Oh, I bet the autism groups go completely bonkers at the mere mention of Aspergers. Not that I assume that really is Lanzi's diagnosis, yet. I think people are fishing desperately for a label right now.

Remember how the mental illness groups come out constantly after every shooting by a schizo repeating again that mentally ill people don't usually commit crimes!! Yeah, I'm sure, but every truly dreadful shooting IS done by a crazy person, everyone agrees to that and the diagnosis is usually real clear, so I have no sympathy with these groups at all. They are trying to sweep a serious problem under the rug for their own reasons, and this kind of PC causes more deaths.

That said, I myself have not heard that males with Aspergers are committing crimes --- it's usually schizophrenics, after all. Or psychopaths, if that's really a disease. I know little about it, I admit --- have you heard that there are violence problems with autism/Aspergers? I know the boys very impaired with these syndromes often fly into rages, I've seen that, but that's basically mental retardation, not crime.
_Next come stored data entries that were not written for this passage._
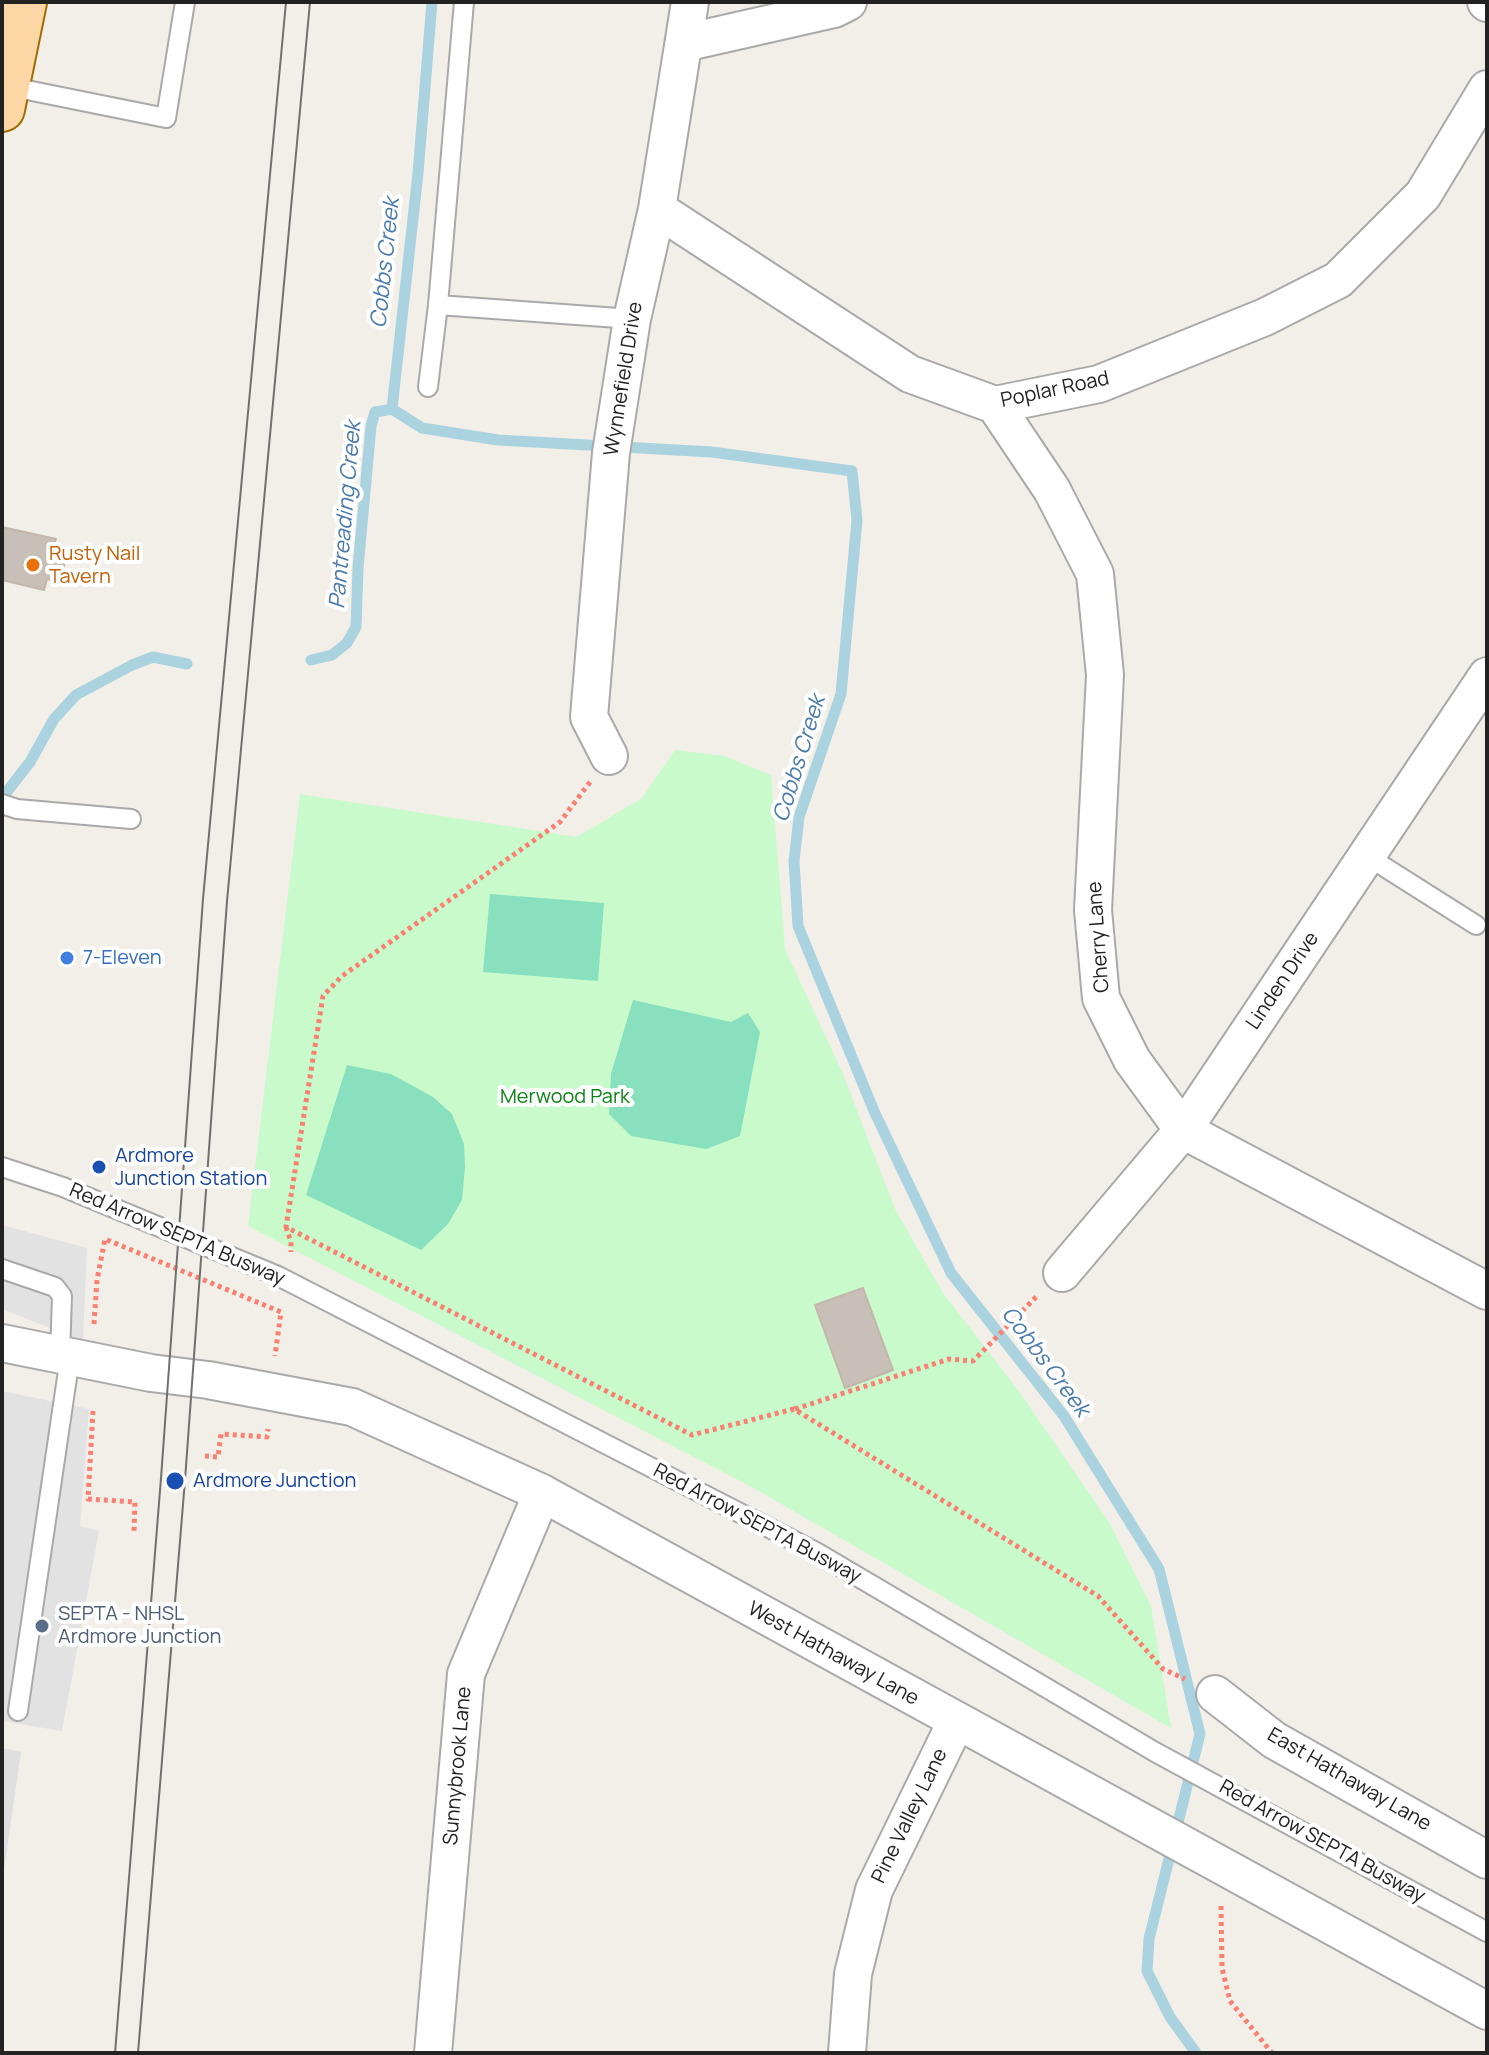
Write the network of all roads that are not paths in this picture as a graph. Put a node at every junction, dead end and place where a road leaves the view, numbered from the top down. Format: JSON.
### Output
{"nodes":[{"id":1,"x":24,"y":2,"type":"edge"},
{"id":2,"x":185,"y":2,"type":"edge"},
{"id":3,"x":464,"y":2,"type":"edge"},
{"id":4,"x":690,"y":2,"type":"edge"},
{"id":5,"x":848,"y":2,"type":"edge"},
{"id":6,"x":684,"y":43,"type":"junction"},
{"id":7,"x":6,"y":74,"type":"edge"},
{"id":8,"x":1487,"y":89,"type":"edge"},
{"id":9,"x":657,"y":209,"type":"junction"},
{"id":10,"x":438,"y":305,"type":"junction"},
{"id":11,"x":632,"y":319,"type":"junction"},
{"id":12,"x":428,"y":387,"type":"dead end"},
{"id":13,"x":995,"y":405,"type":"junction"},
{"id":14,"x":1487,"y":676,"type":"edge"},
{"id":15,"x":609,"y":756,"type":"road end"},
{"id":16,"x":10,"y":806,"type":"edge"},
{"id":17,"x":131,"y":819,"type":"dead end"},
{"id":18,"x":1367,"y":856,"type":"junction"},
{"id":19,"x":1476,"y":925,"type":"dead end"},
{"id":20,"x":1183,"y":1130,"type":"junction"},
{"id":21,"x":2,"y":1167,"type":"edge"},
{"id":22,"x":2,"y":1269,"type":"edge"},
{"id":23,"x":1062,"y":1273,"type":"dead end"},
{"id":24,"x":1487,"y":1291,"type":"edge"},
{"id":25,"x":2,"y":1343,"type":"edge"},
{"id":26,"x":75,"y":1350,"type":"junction"},
{"id":27,"x":542,"y":1493,"type":"junction"},
{"id":28,"x":1215,"y":1694,"type":"dead end"},
{"id":29,"x":18,"y":1711,"type":"dead end"},
{"id":30,"x":956,"y":1722,"type":"junction"},
{"id":31,"x":1487,"y":1860,"type":"edge"},
{"id":32,"x":1487,"y":1932,"type":"edge"},
{"id":33,"x":1487,"y":2011,"type":"edge"},
{"id":34,"x":433,"y":2053,"type":"edge"},
{"id":35,"x":847,"y":2053,"type":"edge"}],
"edges":[{"from":1,"to":7,"type":"main road"},
{"from":2,"to":7,"type":"lane"},
{"from":3,"to":10,"type":"lane"},
{"from":4,"to":6,"type":"street","name":"Wynnefield Drive"},
{"from":5,"to":6,"type":"street"},
{"from":6,"to":9,"type":"street","name":"Wynnefield Drive"},
{"from":8,"to":13,"type":"street","name":"Poplar Road"},
{"from":9,"to":11,"type":"street","name":"Wynnefield Drive"},
{"from":9,"to":13,"type":"street","name":"Poplar Road"},
{"from":10,"to":11,"type":"lane"},
{"from":10,"to":12,"type":"lane"},
{"from":11,"to":15,"type":"street","name":"Wynnefield Drive"},
{"from":13,"to":20,"type":"street","name":"Cherry Lane"},
{"from":14,"to":18,"type":"street","name":"Linden Drive"},
{"from":16,"to":17,"type":"lane"},
{"from":18,"to":19,"type":"lane"},
{"from":18,"to":20,"type":"street","name":"Linden Drive"},
{"from":20,"to":23,"type":"street","name":"Linden Drive"},
{"from":20,"to":24,"type":"street","name":"Cherry Lane"},
{"from":21,"to":32,"type":"lane","name":"Red Arrow SEPTA Busway"},
{"from":22,"to":26,"type":"lane"},
{"from":25,"to":26,"type":"street","name":"West Hathaway Lane"},
{"from":26,"to":27,"type":"street","name":"West Hathaway Lane"},
{"from":26,"to":29,"type":"lane"},
{"from":27,"to":30,"type":"street","name":"West Hathaway Lane"},
{"from":27,"to":34,"type":"street","name":"Sunnybrook Lane"},
{"from":28,"to":31,"type":"street","name":"East Hathaway Lane"},
{"from":30,"to":33,"type":"street","name":"West Hathaway Lane"},
{"from":30,"to":35,"type":"street","name":"Pine Valley Lane"}]}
They couldn't do anything except hit people near them.

Kathianne
12-16-2012, 01:25 PM
Not surprised that Kellerman would write that, he's a moral writer.

It would be a good place to start. I've seen liberals at other sites discuss how the 'mentally ill' need treatment. Even saw one tool say that all public school children should be required to go through psychoanalysis every so many years, to 'identify' those that may need help, without having the pain of being treated differently.

OMG! All I can think of is TSA meet Freud!

tailfins
12-16-2012, 02:25 PM
That's been pretty well agreed with, the brilliant have always seemed to be different than just in intellect. However, we don't get to pick the way our brains are wired, nor the gifts and trials that may come with.

All over the discussion seems to be on 'gun control' which is not surprising since that's always on the liberal planner, so any excuse.

Seems to me this is the case for re-examining forced commitments when warranted.

Maybe Fidel Castro was ahead of his time when he added laws against dangerousness to the penal code. Raul is still lucid, so maybe he can help draft a bill in Washington or state legislatures. The thirteen year old in the OP committed criminal acts and can simply be prosecuted as such. I blame the mother for not filing criminal charges.